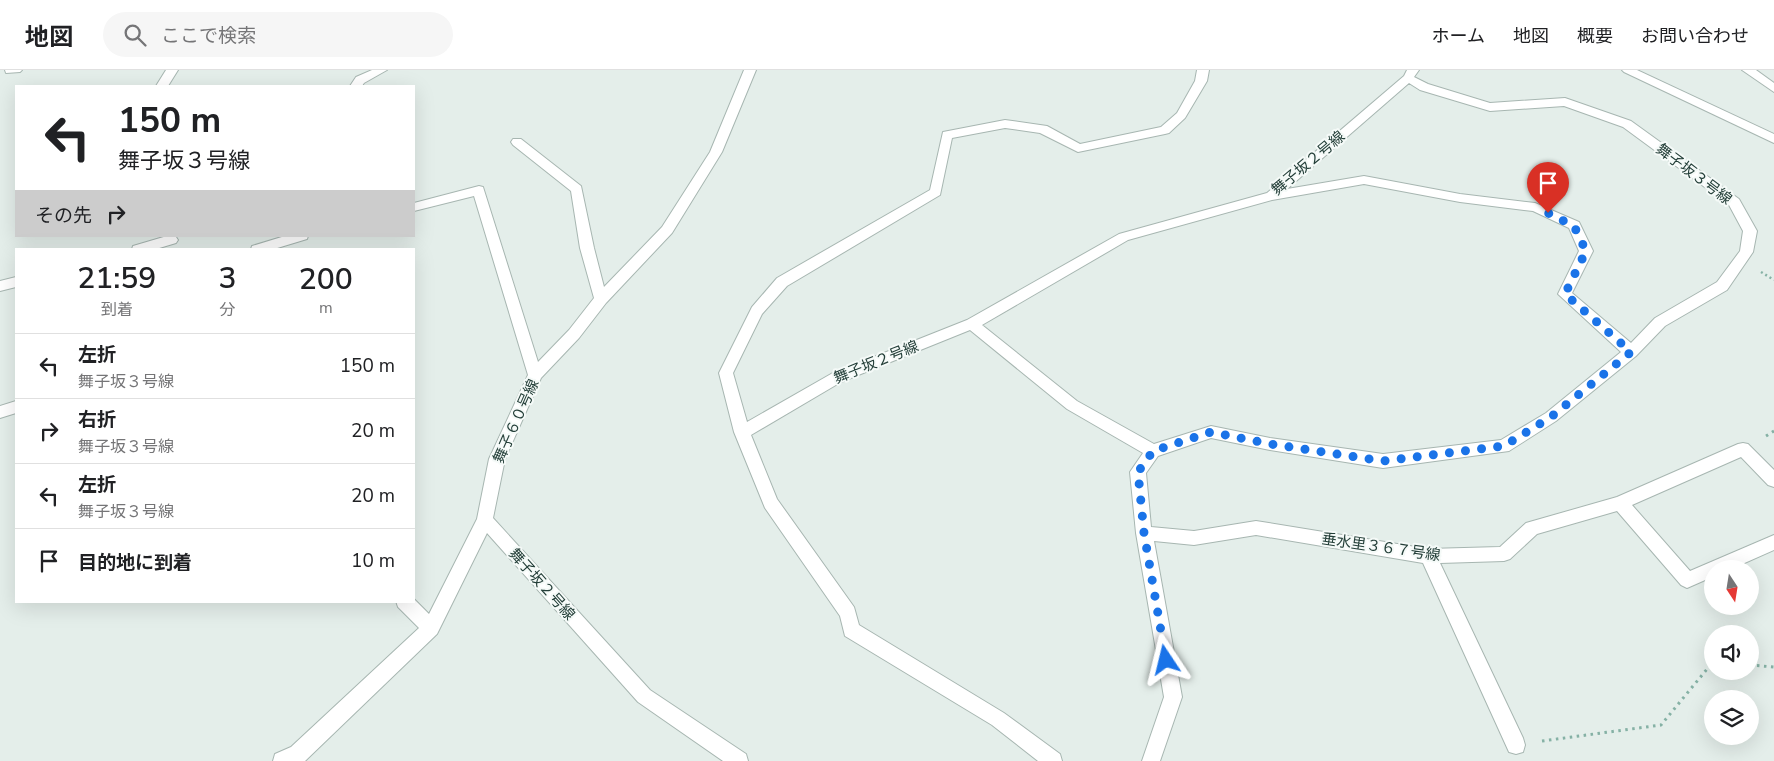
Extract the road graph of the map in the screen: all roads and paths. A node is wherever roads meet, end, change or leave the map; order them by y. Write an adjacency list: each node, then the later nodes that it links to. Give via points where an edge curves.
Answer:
1 (16, 70): 8 (street)
2 (172, 70): 10 (street)
3 (381, 70): 11 (street, via 360,80)
4 (750, 70): 23 (street, 舞子６０号線, via 716,152 667,230)
5 (1203, 70): 29 (street, via 1201,81 1181,115 1165,130 1078,148 1043,129 1005,124 947,135 936,192 782,282 757,311 726,373)
6 (1628, 70): 13 (street)
7 (1748, 70): 12 (street)
8 (10, 71)
9 (1410, 74): 15 (street, 舞子坂２号線); 25 (street, 舞子坂３号線, via 1424,87 1490,106 1564,102 1627,124 1734,202 1750,231 1746,252 1722,286 1660,322)
10 (163, 85)
11 (357, 85)
12 (1774, 88)
13 (1774, 139)
14 (517, 142): 23 (street, via 577,189 587,248)
15 (1271, 196): 24 (street, 舞子坂２号線, via 1124,238); 25 (street, via 1364,180 1460,198 1535,207 1574,226 1586,251 1565,294)
16 (415, 207): 26 (street, via 479,190)
17 (299, 237): 20 (street)
18 (173, 242): 19 (street)
19 (143, 248)
20 (261, 248)
21 (15, 282): 22 (street)
22 (0, 286)
23 (601, 299): 26 (street, 舞子６０号線, via 574,334)
24 (972, 324): 29 (street, 舞子坂２号線, via 836,378); 30 (street, via 1072,404)
25 (1631, 352): 30 (street, 舞子坂３号線, via 1551,417 1504,446 1383,461 1211,432)
26 (535, 375): 33 (street, 舞子６０号線, via 497,459)
27 (15, 407): 28 (street)
28 (0, 412)
29 (742, 432): 45 (street, via 771,503 848,613 851,630 998,719)
30 (1153, 451): 34 (street, via 1138,472)
31 (1774, 480): 32 (street, 垂水里３６７号線, via 1743,449)
32 (1620, 503): 35 (street, via 1687,580); 36 (street, 垂水里３６７号線, via 1532,528 1504,554)
33 (484, 520): 38 (street, 舞子６０号線); 44 (street, 舞子坂２号線, via 644,696)
34 (1144, 533): 36 (street, 垂水里３６７号線, via 1194,538 1256,528); 46 (street, via 1173,697)
35 (1774, 542)
36 (1428, 556): 42 (street)
37 (406, 603): 38 (street)
38 (431, 628): 43 (street, 舞子６０号線, via 298,754)
39 (1759, 666): 40 (path)
40 (1774, 667)
41 (1704, 673): 42 (path, via 1661,725)
42 (1516, 745)
43 (282, 761)
44 (739, 761)
45 (1053, 761)
46 (1151, 761)

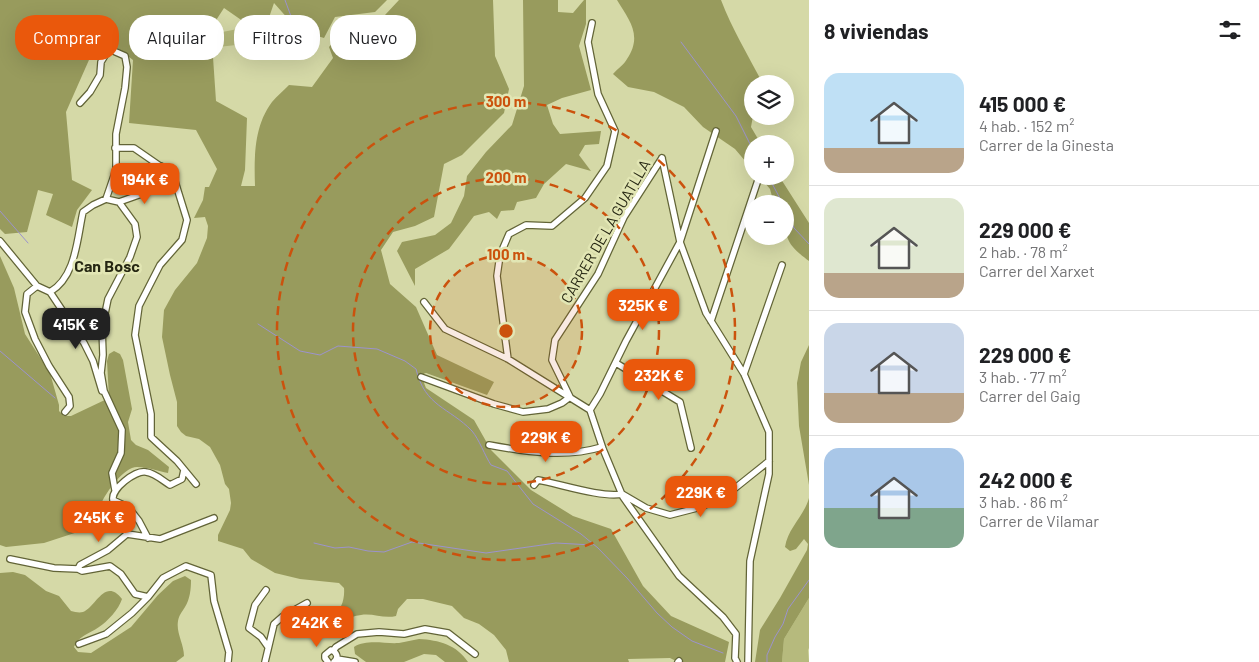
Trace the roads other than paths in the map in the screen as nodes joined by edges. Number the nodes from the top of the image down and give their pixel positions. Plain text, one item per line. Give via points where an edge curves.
1 (592, 23) dead end
2 (80, 103) dead end
3 (716, 130) dead end
4 (116, 148) junction
5 (161, 166) junction
6 (756, 185) edge
7 (106, 199) junction
8 (119, 202) junction
9 (0, 241) edge
10 (680, 242) junction
11 (782, 265) dead end
12 (37, 286) junction
13 (50, 292) junction
14 (424, 302) dead end
15 (711, 321) junction
16 (508, 359) junction
17 (616, 363) junction
18 (744, 374) junction
19 (421, 377) dead end
20 (104, 392) junction
21 (570, 397) junction
22 (590, 410) junction
23 (65, 412) dead end
24 (489, 445) dead end
25 (602, 447) junction
26 (691, 448) dead end
27 (769, 461) junction
28 (184, 470) junction
29 (196, 484) dead end
30 (534, 485) dead end
31 (115, 490) junction
32 (622, 494) junction
33 (214, 518) dead end
34 (148, 538) junction
35 (10, 559) dead end
36 (80, 570) junction
37 (266, 590) dead end
38 (148, 597) junction
39 (307, 603) dead end
40 (80, 644) dead end
41 (268, 647) junction
42 (332, 651) junction
43 (476, 654) dead end
44 (326, 661) edge
45 (335, 661) edge
46 (228, 662) edge
47 (265, 662) edge
48 (355, 662) edge
49 (737, 662) edge
50 (748, 662) edge

1 - 16 street via 588,42 598,94 615,132 607,166 585,198 552,226 526,225 509,234 500,256 497,276
2 - 4 street via 100,75 101,62 109,49 125,56 127,68
3 - 10 street
4 - 5 street via 134,148
4 - 7 street via 116,170
5 - 8 street via 150,191
5 - 28 street via 173,175 187,220 182,240 160,265 139,306 135,335 151,414 152,437
6 - 15 street
7 - 8 street
7 - 13 street via 83,212 78,243 65,279
8 - 20 street via 135,224 137,237 108,299 102,328
9 - 12 street
10 - 15 street
10 - 17 street
10 - 21 street, CARRER DE LA GUATLLA via 662,158 624,217 598,274 555,340 552,360
11 - 18 street
12 - 13 street
12 - 23 street via 27,294 25,312 48,366 69,398 70,406
13 - 20 street via 84,343
14 - 16 street via 445,329
15 - 18 street
16 - 21 street
17 - 22 street
17 - 26 street via 680,402
18 - 27 street via 769,432
19 - 21 street via 524,412 548,409
20 - 31 street via 122,430 121,453 112,473
21 - 22 street
22 - 25 street
24 - 25 street via 532,453 588,451
25 - 32 street
27 - 32 street via 729,493 701,507 670,515 646,508
27 - 50 street via 750,561
28 - 29 street
28 - 31 street via 182,479 170,486 145,471 134,474
30 - 32 street via 538,480 612,496
31 - 34 street via 113,500 128,507
32 - 49 street via 679,576 723,617 736,634
33 - 34 street via 160,540
34 - 36 street via 127,534 108,550 80,565
35 - 36 street
36 - 38 street via 110,566 121,574 135,594
37 - 41 street via 255,605 249,628
38 - 40 street via 106,634
38 - 46 street via 163,578 186,566 211,575
39 - 41 street via 274,624
41 - 47 street
42 - 43 street via 357,634 404,634 425,629 448,633
42 - 44 street via 326,653
42 - 45 street via 336,653
45 - 48 street

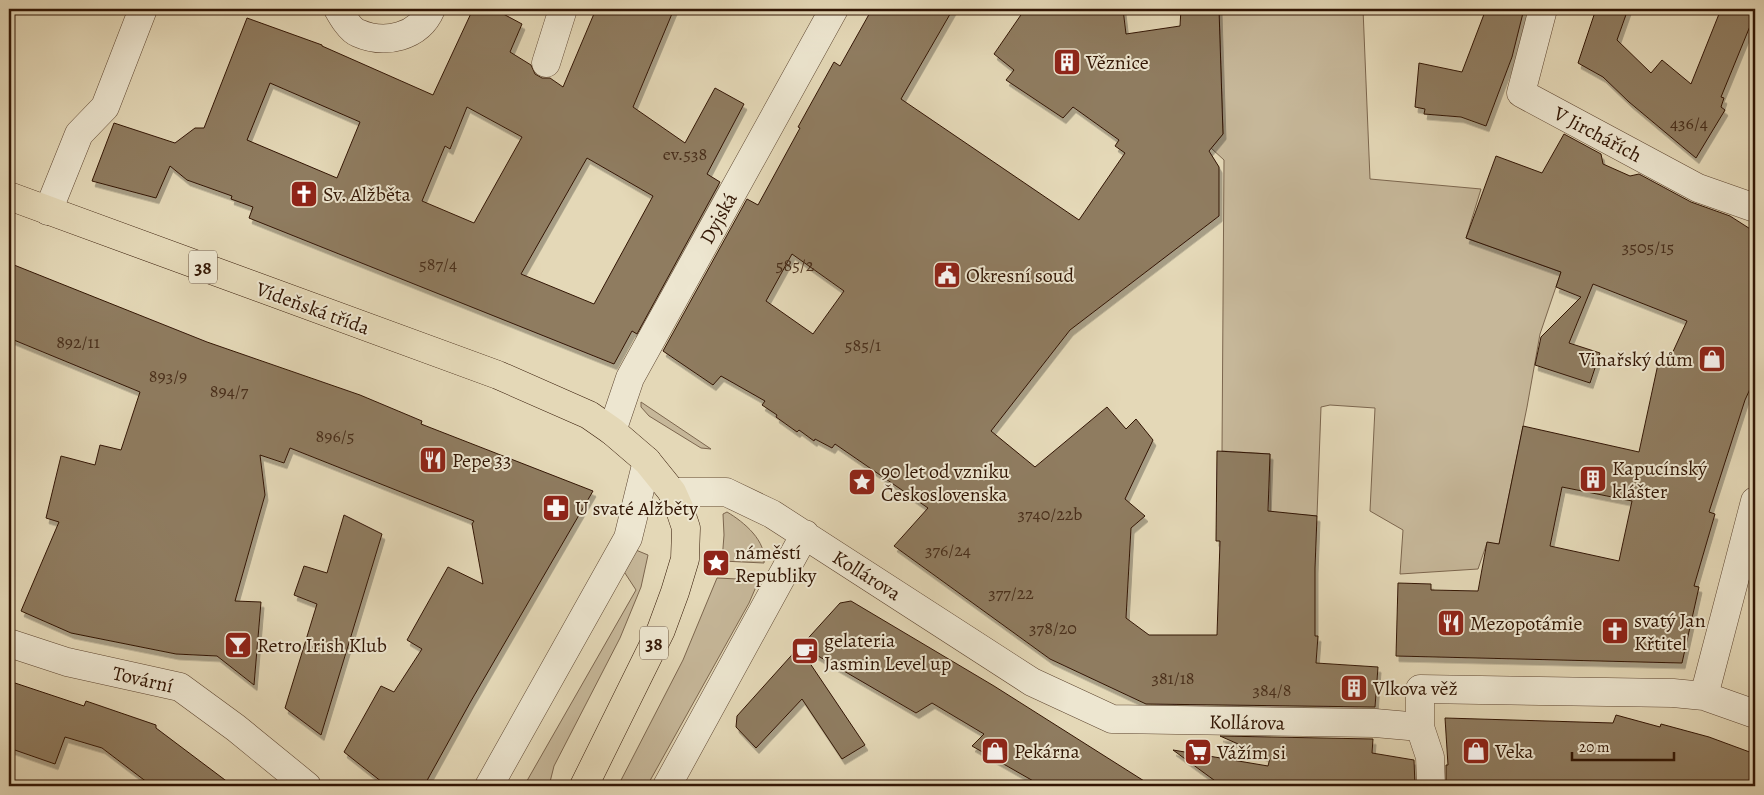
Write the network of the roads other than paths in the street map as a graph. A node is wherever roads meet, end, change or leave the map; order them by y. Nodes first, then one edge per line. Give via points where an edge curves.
1 (144, 9) edge
2 (338, 9) edge
3 (431, 9) edge
4 (563, 9) edge
5 (834, 9) edge
6 (1543, 9) edge
7 (546, 63) dead end
8 (9, 196) edge
9 (1755, 208) edge
10 (48, 211) junction
11 (612, 431) junction
12 (647, 460) junction
13 (672, 492) junction
14 (1755, 501) edge
15 (805, 534) junction
16 (9, 642) edge
17 (1704, 696) junction
18 (1755, 714) edge
19 (1420, 726) junction
20 (671, 781) edge
21 (307, 786) edge
22 (489, 786) edge
23 (584, 786) edge
24 (1431, 786) edge

1 - 10 street via 105,107 79,134
2 - 3 street via 356,33 385,39 413,32
4 - 7 street
5 - 11 street, Dyjská via 630,378
6 - 9 street, V Jirchářích via 1522,93 1698,188
8 - 10 main road, Vídeňská třída / 38
10 - 11 main road, Vídeňská třída / 38 via 498,375 589,415
11 - 12 main road, 38
12 - 13 main road, 38
12 - 22 street via 628,538
13 - 15 street via 726,492
13 - 23 main road, 38 via 686,528 685,559 661,630
14 - 17 street
15 - 19 street, Kollárova via 1032,682 1112,719
15 - 20 street
16 - 21 street, Tovární via 67,662 180,687
17 - 18 street
17 - 19 street via 1420,688
19 - 24 street via 1430,757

* * *

Problem details ▸
Above are the records; copy every one of them exactly and omit the images.

Solution for this problem ▸
Extract the road graph of the map in the screen: all roads and paths. A node is wherever roads meet, end, change or leave the map; order them by y. Write an adjacency list: each node, then the later nodes that it links to. Give via points where an edge curves.
Answer:
1 (16, 70): 8 (street)
2 (172, 70): 10 (street)
3 (381, 70): 11 (street, via 360,80)
4 (750, 70): 23 (street, 舞子６０号線, via 716,152 667,230)
5 (1203, 70): 29 (street, via 1201,81 1181,115 1165,130 1078,148 1043,129 1005,124 947,135 936,192 782,282 757,311 726,373)
6 (1628, 70): 13 (street)
7 (1748, 70): 12 (street)
8 (10, 71)
9 (1410, 74): 15 (street, 舞子坂２号線); 25 (street, 舞子坂３号線, via 1424,87 1490,106 1564,102 1627,124 1734,202 1750,231 1746,252 1722,286 1660,322)
10 (163, 85)
11 (357, 85)
12 (1774, 88)
13 (1774, 139)
14 (517, 142): 23 (street, via 577,189 587,248)
15 (1271, 196): 24 (street, 舞子坂２号線, via 1124,238); 25 (street, via 1364,180 1460,198 1535,207 1574,226 1586,251 1565,294)
16 (415, 207): 26 (street, via 479,190)
17 (299, 237): 20 (street)
18 (173, 242): 19 (street)
19 (143, 248)
20 (261, 248)
21 (15, 282): 22 (street)
22 (0, 286)
23 (601, 299): 26 (street, 舞子６０号線, via 574,334)
24 (972, 324): 29 (street, 舞子坂２号線, via 836,378); 30 (street, via 1072,404)
25 (1631, 352): 30 (street, 舞子坂３号線, via 1551,417 1504,446 1383,461 1211,432)
26 (535, 375): 33 (street, 舞子６０号線, via 497,459)
27 (15, 407): 28 (street)
28 (0, 412)
29 (742, 432): 45 (street, via 771,503 848,613 851,630 998,719)
30 (1153, 451): 34 (street, via 1138,472)
31 (1774, 480): 32 (street, 垂水里３６７号線, via 1743,449)
32 (1620, 503): 35 (street, via 1687,580); 36 (street, 垂水里３６７号線, via 1532,528 1504,554)
33 (484, 520): 38 (street, 舞子６０号線); 44 (street, 舞子坂２号線, via 644,696)
34 (1144, 533): 36 (street, 垂水里３６７号線, via 1194,538 1256,528); 46 (street, via 1173,697)
35 (1774, 542)
36 (1428, 556): 42 (street)
37 (406, 603): 38 (street)
38 (431, 628): 43 (street, 舞子６０号線, via 298,754)
39 (1759, 666): 40 (path)
40 (1774, 667)
41 (1704, 673): 42 (path, via 1661,725)
42 (1516, 745)
43 (282, 761)
44 (739, 761)
45 (1053, 761)
46 (1151, 761)

Trace the roads other than paths in the map in the screen as nodes joined by edges. Number the nodes from the top of the image down and give their pixel positions. Plain text, one item per line. Give via points where an edge curves.
1 (592, 23) dead end
2 (80, 103) dead end
3 (716, 130) dead end
4 (116, 148) junction
5 (161, 166) junction
6 (756, 185) edge
7 (106, 199) junction
8 (119, 202) junction
9 (0, 241) edge
10 (680, 242) junction
11 (782, 265) dead end
12 (37, 286) junction
13 (50, 292) junction
14 (424, 302) dead end
15 (711, 321) junction
16 (508, 359) junction
17 (616, 363) junction
18 (744, 374) junction
19 (421, 377) dead end
20 (104, 392) junction
21 (570, 397) junction
22 (590, 410) junction
23 (65, 412) dead end
24 (489, 445) dead end
25 (602, 447) junction
26 (691, 448) dead end
27 (769, 461) junction
28 (184, 470) junction
29 (196, 484) dead end
30 (534, 485) dead end
31 (115, 490) junction
32 (622, 494) junction
33 (214, 518) dead end
34 (148, 538) junction
35 (10, 559) dead end
36 (80, 570) junction
37 (266, 590) dead end
38 (148, 597) junction
39 (307, 603) dead end
40 (80, 644) dead end
41 (268, 647) junction
42 (332, 651) junction
43 (476, 654) dead end
44 (326, 661) edge
45 (335, 661) edge
46 (228, 662) edge
47 (265, 662) edge
48 (355, 662) edge
49 (737, 662) edge
50 (748, 662) edge

1 - 16 street via 588,42 598,94 615,132 607,166 585,198 552,226 526,225 509,234 500,256 497,276
2 - 4 street via 100,75 101,62 109,49 125,56 127,68
3 - 10 street
4 - 5 street via 134,148
4 - 7 street via 116,170
5 - 8 street via 150,191
5 - 28 street via 173,175 187,220 182,240 160,265 139,306 135,335 151,414 152,437
6 - 15 street
7 - 8 street
7 - 13 street via 83,212 78,243 65,279
8 - 20 street via 135,224 137,237 108,299 102,328
9 - 12 street
10 - 15 street
10 - 17 street
10 - 21 street, CARRER DE LA GUATLLA via 662,158 624,217 598,274 555,340 552,360
11 - 18 street
12 - 13 street
12 - 23 street via 27,294 25,312 48,366 69,398 70,406
13 - 20 street via 84,343
14 - 16 street via 445,329
15 - 18 street
16 - 21 street
17 - 22 street
17 - 26 street via 680,402
18 - 27 street via 769,432
19 - 21 street via 524,412 548,409
20 - 31 street via 122,430 121,453 112,473
21 - 22 street
22 - 25 street
24 - 25 street via 532,453 588,451
25 - 32 street
27 - 32 street via 729,493 701,507 670,515 646,508
27 - 50 street via 750,561
28 - 29 street
28 - 31 street via 182,479 170,486 145,471 134,474
30 - 32 street via 538,480 612,496
31 - 34 street via 113,500 128,507
32 - 49 street via 679,576 723,617 736,634
33 - 34 street via 160,540
34 - 36 street via 127,534 108,550 80,565
35 - 36 street
36 - 38 street via 110,566 121,574 135,594
37 - 41 street via 255,605 249,628
38 - 40 street via 106,634
38 - 46 street via 163,578 186,566 211,575
39 - 41 street via 274,624
41 - 47 street
42 - 43 street via 357,634 404,634 425,629 448,633
42 - 44 street via 326,653
42 - 45 street via 336,653
45 - 48 street

Write the network of the roads other than paths in the street map as a graph. A node is wherever roads meet, end, change or leave the map; order them by y. Nodes first, then one edge per line. Give via points where an edge curves.
1 (144, 9) edge
2 (338, 9) edge
3 (431, 9) edge
4 (563, 9) edge
5 (834, 9) edge
6 (1543, 9) edge
7 (546, 63) dead end
8 (9, 196) edge
9 (1755, 208) edge
10 (48, 211) junction
11 (612, 431) junction
12 (647, 460) junction
13 (672, 492) junction
14 (1755, 501) edge
15 (805, 534) junction
16 (9, 642) edge
17 (1704, 696) junction
18 (1755, 714) edge
19 (1420, 726) junction
20 (671, 781) edge
21 (307, 786) edge
22 (489, 786) edge
23 (584, 786) edge
24 (1431, 786) edge

1 - 10 street via 105,107 79,134
2 - 3 street via 356,33 385,39 413,32
4 - 7 street
5 - 11 street, Dyjská via 630,378
6 - 9 street, V Jirchářích via 1522,93 1698,188
8 - 10 main road, Vídeňská třída / 38
10 - 11 main road, Vídeňská třída / 38 via 498,375 589,415
11 - 12 main road, 38
12 - 13 main road, 38
12 - 22 street via 628,538
13 - 15 street via 726,492
13 - 23 main road, 38 via 686,528 685,559 661,630
14 - 17 street
15 - 19 street, Kollárova via 1032,682 1112,719
15 - 20 street
16 - 21 street, Tovární via 67,662 180,687
17 - 18 street
17 - 19 street via 1420,688
19 - 24 street via 1430,757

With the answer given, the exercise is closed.